Today i chucked a sickie

Posted 13 October 2016 by Connie
I feel pretty shit about my self. I had taken a sickie today bc i was too tired to go. I am such a terrible person, i am so unhappy because i am selfish and am addicted to getting high. I love doing it becuase it makes me forget about my shitty life. Being high is so calming and it just makes me feel free.

Bongs Away!

Posted 12 October 2016 by Kelly edwin
I love weed , I love being stoned. It relieves some mental and physical difficulties. But, everything in moderation. Too much of a good thing is not a good thing. Overuse is straining financially and leaves me unable to self-soothe in the face of adversity as I rely on weed to deal with my anxiety and stress for me. Being dependant on weed makes me feel like a dependant person in general. It also numbs my emotions making it easier to cope with interpersonal disharmony at home.

Tough Lesson

Posted 17 December 2016 by Jessica
Remember as you're ploughing through this tumultuous period; love is why we are here, be kind to yourself.

Day 1

Posted 29 September 2016 by Jamie
Although I have smoked today and will most likely smoke more. I feel as though I am finally making a step towards getting control over my life again. Thinking of the following days to come makes me feel extremely helpless and as though I have no chance of success, nor do I feel I deserve the chance to succeed. I do however understand that is because I am finally commiting and contributing to making a positive spiritual change in my life. I know I can succeed, therefore I shall succeed. Bring on day 2. Peace and love to all, and for the first time I can remember, peace and love to me.
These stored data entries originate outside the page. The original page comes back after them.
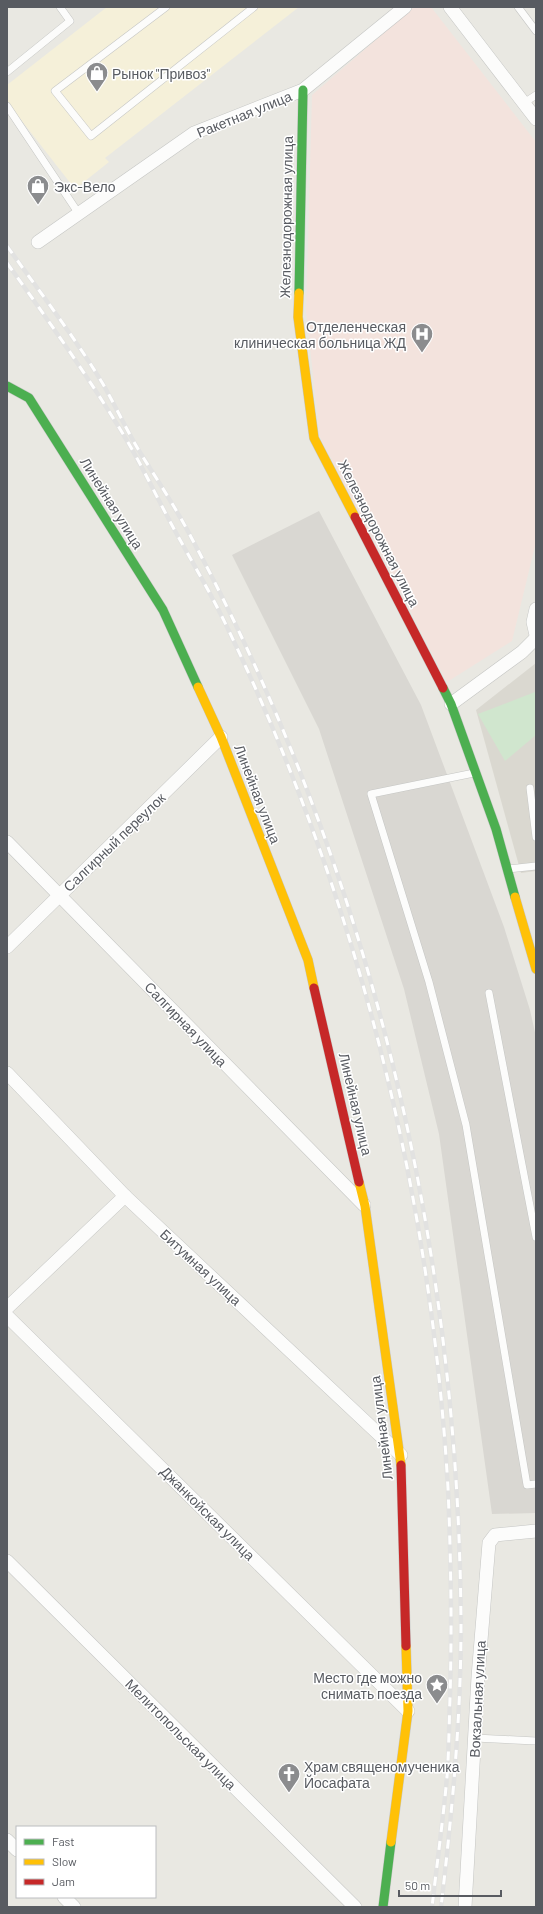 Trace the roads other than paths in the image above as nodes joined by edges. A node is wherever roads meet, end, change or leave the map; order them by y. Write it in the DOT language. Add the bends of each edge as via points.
graph roads {
  1 [pos="60,7"];
  2 [pos="166,7"];
  3 [pos="254,7"];
  4 [pos="405,7"];
  5 [pos="450,7"];
  6 [pos="518,7"];
  7 [pos="536,31"];
  8 [pos="7,72"];
  9 [pos="303,90"];
  10 [pos="536,95"];
  11 [pos="524,103"];
  12 [pos="7,106"];
  13 [pos="536,119"];
  14 [pos="79,214"];
  15 [pos="38,242"];
  16 [pos="7,386"];
  17 [pos="536,608"];
  18 [pos="536,636"];
  19 [pos="451,704"];
  20 [pos="221,737"];
  21 [pos="475,772"];
  22 [pos="530,788"];
  23 [pos="536,837"];
  24 [pos="7,842"];
  25 [pos="536,866"];
  26 [pos="508,870"];
  27 [pos="59,895"];
  28 [pos="7,947"];
  29 [pos="536,968"];
  30 [pos="489,993"];
  31 [pos="7,1072"];
  32 [pos="125,1196"];
  33 [pos="365,1206"];
  34 [pos="536,1237"];
  35 [pos="7,1308"];
  36 [pos="7,1316"];
  37 [pos="401,1455"];
  38 [pos="536,1484"];
  39 [pos="536,1531"];
  40 [pos="7,1561"];
  41 [pos="408,1710"];
  42 [pos="475,1738"];
  43 [pos="536,1741"];
  44 [pos="7,1840"];
  45 [pos="16,1849"];
  46 [pos="355,1907"];
  47 [pos="383,1907"];
  48 [pos="465,1907"];
  1 -- 8 [label="lane" via="70,21"];
  2 -- 3 [label="lane" via="55,91 91,136"];
  4 -- 9 [label="street, Ракетная улица"];
  5 -- 11 [label="street"];
  6 -- 7 [label="lane"];
  9 -- 14 [label="street, Ракетная улица" via="194,133"];
  9 -- 19 [label="street, Железнодорожная улица" via="298,317 314,438"];
  10 -- 11 [label="lane"];
  11 -- 13 [label="street"];
  12 -- 14 [label="lane"];
  14 -- 15 [label="street, Ракетная улица"];
  16 -- 20 [label="street, Линейная улица" via="29,398 162,610"];
  17 -- 18 [label="street" via="533,622"];
  18 -- 19 [label="street" via="522,652"];
  19 -- 21 [label="street, Железнодорожная улица"];
  20 -- 27 [label="street, Салгирный переулок"];
  20 -- 33 [label="street, Линейная улица" via="308,960"];
  21 -- 26 [label="street, Железнодорожная улица"];
  21 -- 38 [label="lane" via="371,794 429,982 466,1125 527,1485"];
  22 -- 23 [label="lane"];
  24 -- 27 [label="street, Салгирная улица"];
  25 -- 26 [label="lane"];
  26 -- 29 [label="street, Железнодорожная улица"];
  27 -- 28 [label="street, Салгирный переулок"];
  27 -- 33 [label="street, Салгирная улица"];
  30 -- 34 [label="lane"];
  31 -- 32 [label="street, Битумная улица"];
  32 -- 35 [label="street"];
  32 -- 37 [label="street, Битумная улица"];
  33 -- 37 [label="street, Линейная улица"];
  36 -- 41 [label="street, Джанкойская улица"];
  37 -- 41 [label="street, Линейная улица"];
  39 -- 42 [label="street, Вокзальная улица" via="495,1535 489,1543"];
  40 -- 46 [label="street, Мелитопольская улица"];
  41 -- 47 [label="street, Линейная улица"];
  42 -- 43 [label="lane"];
  42 -- 48 [label="street, Вокзальная улица"];
  44 -- 45 [label="street"];
}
At the motel room lucky # 7

Posted 07 December 2016 by Mika
Iv always wanted to be the person that can be myself always say what I want & do what I want , I help people out without asking for anything in return theses 3 days showed me that I need to stay away a from family that smoke & just avoid that situations & people I need positive people in my life

The Start

Posted 13 September 2016 by Prince
Here we go , I am going to do this , no I have to do this , no , it's already done . May the life I live not be over shadowed by the heart I have . I must put my family in that better place and life , this is just the start for my future no , are future , no our Future will all be better Lets Go King.